4:40 – Supreme Court Weighs Chicago's Strict Gun Ban
Otis McDonald, 76, is afraid for his life in his crime-saturated Chicago neighborhood and he is asking the U.S. Supreme Court to overturn his city's strict ban on handguns in the home. "In my home, this is the only time I worry," McDonald said. "There's more guns coming into this city than the police can take away from them. So if I've got a gun, and if others have guns in their homes to protect themselves, then that's one thing that police would have to worry about less." For nearly 30 years, Chicago has banned possession of handguns and automatic weapons inside city limits, one of the most stringent gun laws in the country. McDonald's appeal to the U.S. Supreme Court comes a year and a half after the Court stunned gun-control advocates in another case declaring for the first time that the Constitution protects an individual's right to own a gun in his or her home. Second Amendment expert John Lott is here to discuss it.
5:00 – Kresta Comments
5:20 – China debt threatens national security
In response to the recent $6.4 billion dollar U.S. arms agreement with Taiwan, the Chinese military suggested economic retaliation by selling $800 billion in U.S. treasury debt. The $800 billion owed China has put the U. S. in a position where the Chinese military believes it can dictate U.S policy. The Chinese economic warfare threat is the most recent development in deteriorating bilateral relations with China over the last year. Since January 2009, President Obama has taken what the Chinese consider a number of provocative steps by sending Guantanamo prisoners to Palau, insisting China stop censoring the Internet, the Copenhagen climate confrontation, intervening in the Google dispute, agreeing to meet the Dalai Lama, and selling a $6.4 billion arms package to Taiwan. Judge Dan Ryan is here to argue that the debt to China needs to be eliminated and in the interim, the Obama administration needs to employ coherent policies regarding China that do not unnecessarily strain established diplomatic relations or threaten U.S. national security.

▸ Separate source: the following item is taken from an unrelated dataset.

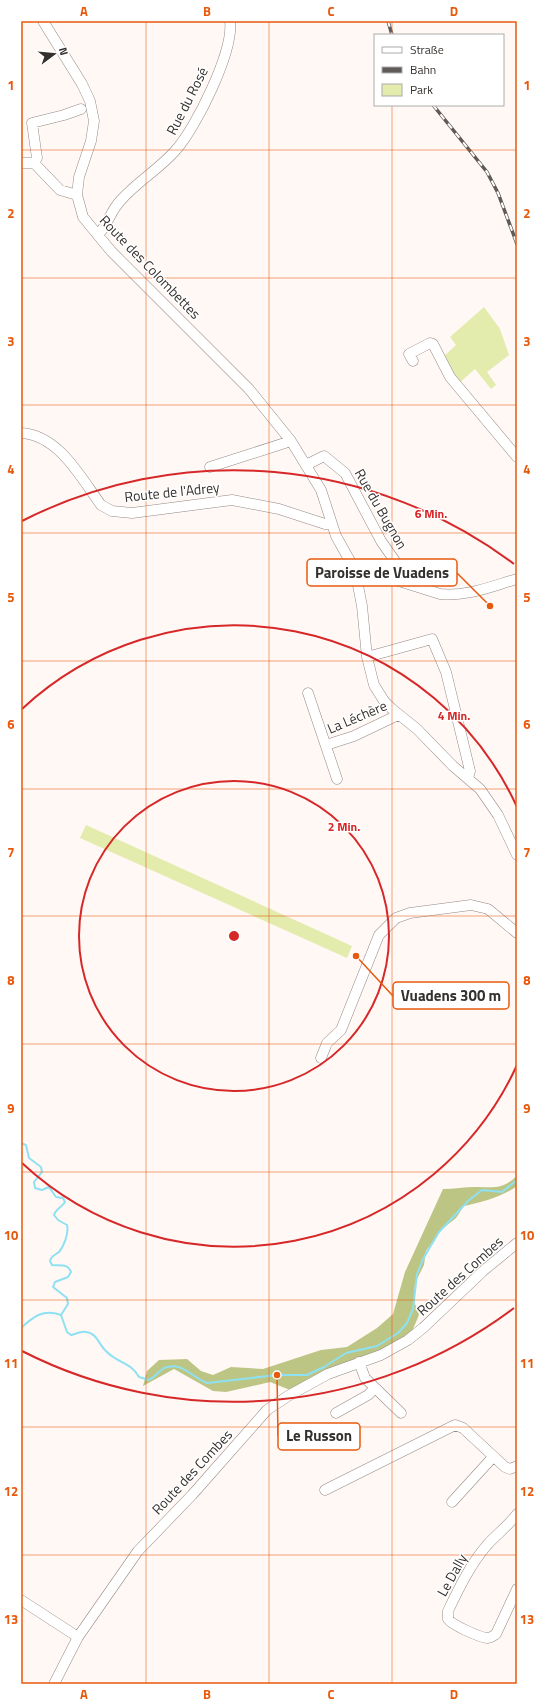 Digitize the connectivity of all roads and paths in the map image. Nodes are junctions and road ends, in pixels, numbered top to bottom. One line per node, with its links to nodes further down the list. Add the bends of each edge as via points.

5:40 – The Original Meaning of Lent
Lent is a time of introspection. We read Exodus, and watch the Israelites grumbling, even after the amazing things God had done for them (Ex 17:3-7). In them, we recognize ourselves. For many of us, then, Lent is time for the spiritual equivalent of New Year’s resolutions. We set aside work on ourselves for forty days so we don’t end up wandering around in the wilderness for 40 years. We do things to burn off the excess fat that’s weighing us down, try to improve our spiritual diet, and do some meaningful spiritual exercises to strengthen the muscles we call “virtues.” But in the early days of the Church, Lent was not so much a time to focus inward. It was time for Catholics to focus outward. It is a time not just for personal growth, but for growth of the Church. We look at the original meaning of Lent with Marcellino D’Ambrosio.